_Task requirements_
Out of the lines below, please list those that hold the string "paths".

[[ Recorded information open ]]

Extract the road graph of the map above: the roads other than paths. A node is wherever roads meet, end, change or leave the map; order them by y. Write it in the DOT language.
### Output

[[ Recorded information closed ]]
[[ Recorded information open ]]

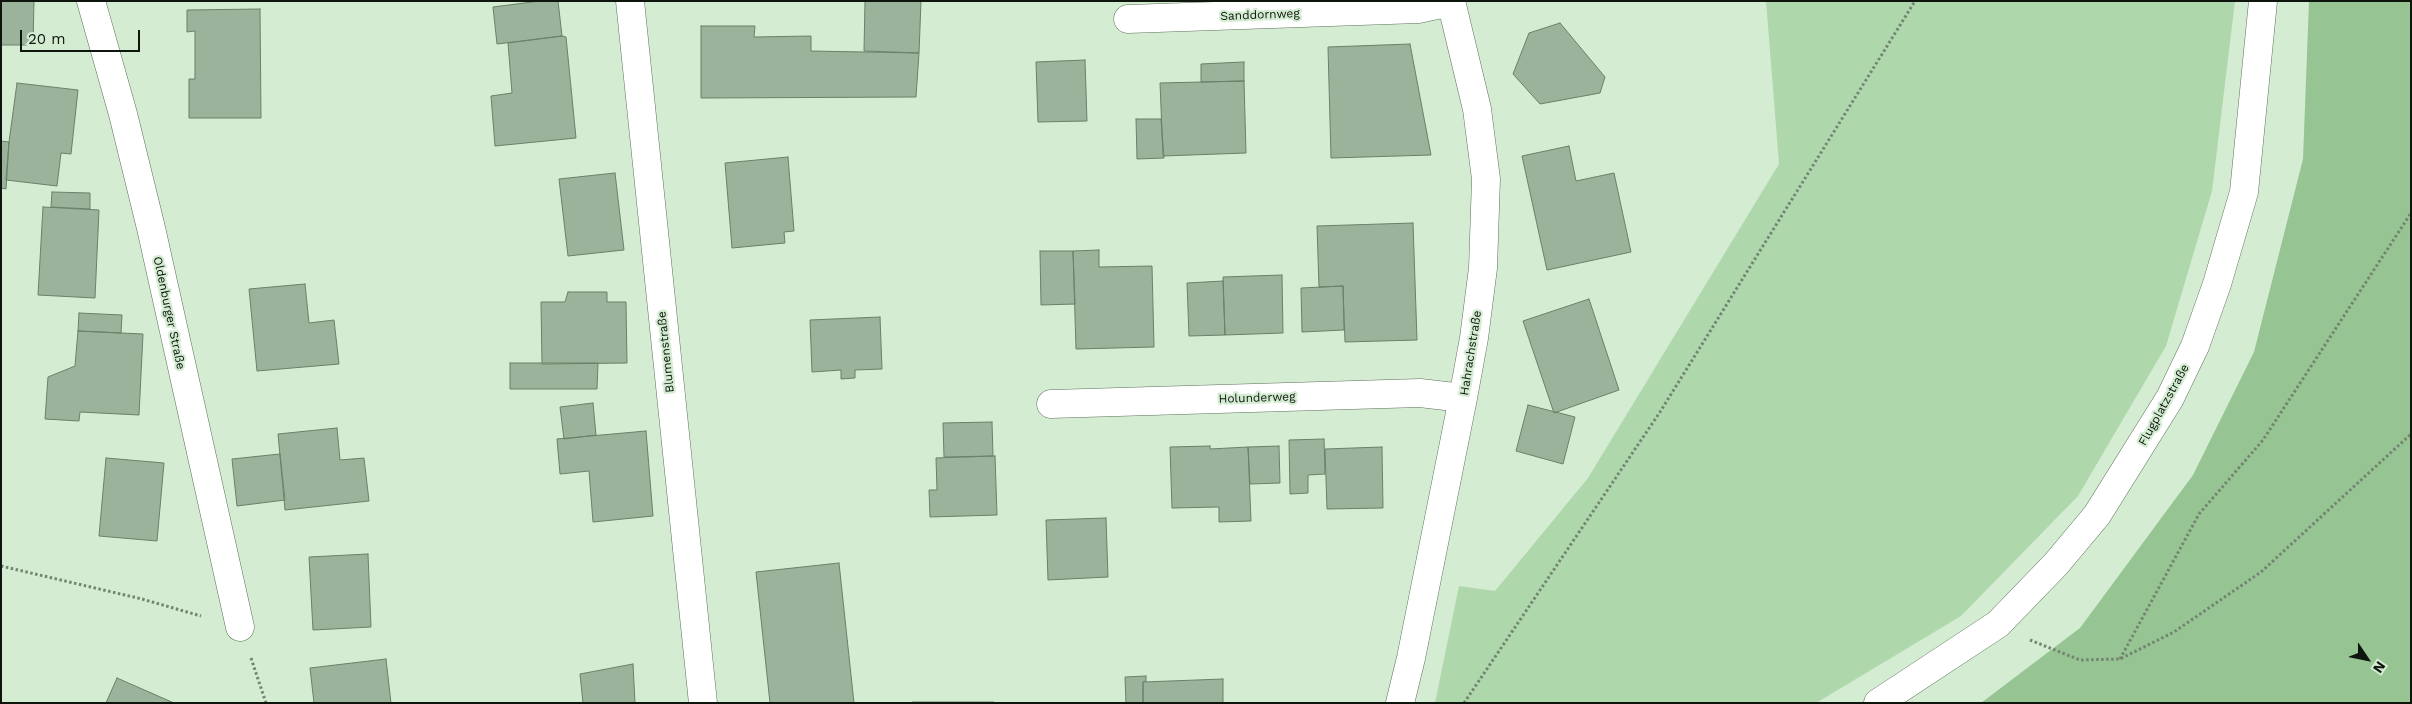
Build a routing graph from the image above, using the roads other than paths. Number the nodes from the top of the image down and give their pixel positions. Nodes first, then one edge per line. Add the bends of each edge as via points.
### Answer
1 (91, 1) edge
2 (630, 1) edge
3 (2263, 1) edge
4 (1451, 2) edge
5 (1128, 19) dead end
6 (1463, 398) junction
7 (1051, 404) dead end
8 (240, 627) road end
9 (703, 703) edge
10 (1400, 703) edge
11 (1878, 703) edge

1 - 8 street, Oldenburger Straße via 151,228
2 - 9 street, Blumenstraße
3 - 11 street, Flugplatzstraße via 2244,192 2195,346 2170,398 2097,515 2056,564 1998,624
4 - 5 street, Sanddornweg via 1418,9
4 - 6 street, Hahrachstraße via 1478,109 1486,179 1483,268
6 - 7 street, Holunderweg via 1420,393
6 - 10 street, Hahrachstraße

[[ Recorded information closed ]]

_Response for this exercise_
Extract the road graph of the map above: the roads other than paths. A node is wherever roads meet, end, change or leave the map; order them by y. Write it in the DOT language.
Build a routing graph from the image above, using the roads other than paths. Number the nodes from the top of the image down and give their pixel positions. Nodes first, then one edge per line. Add the bends of each edge as via points.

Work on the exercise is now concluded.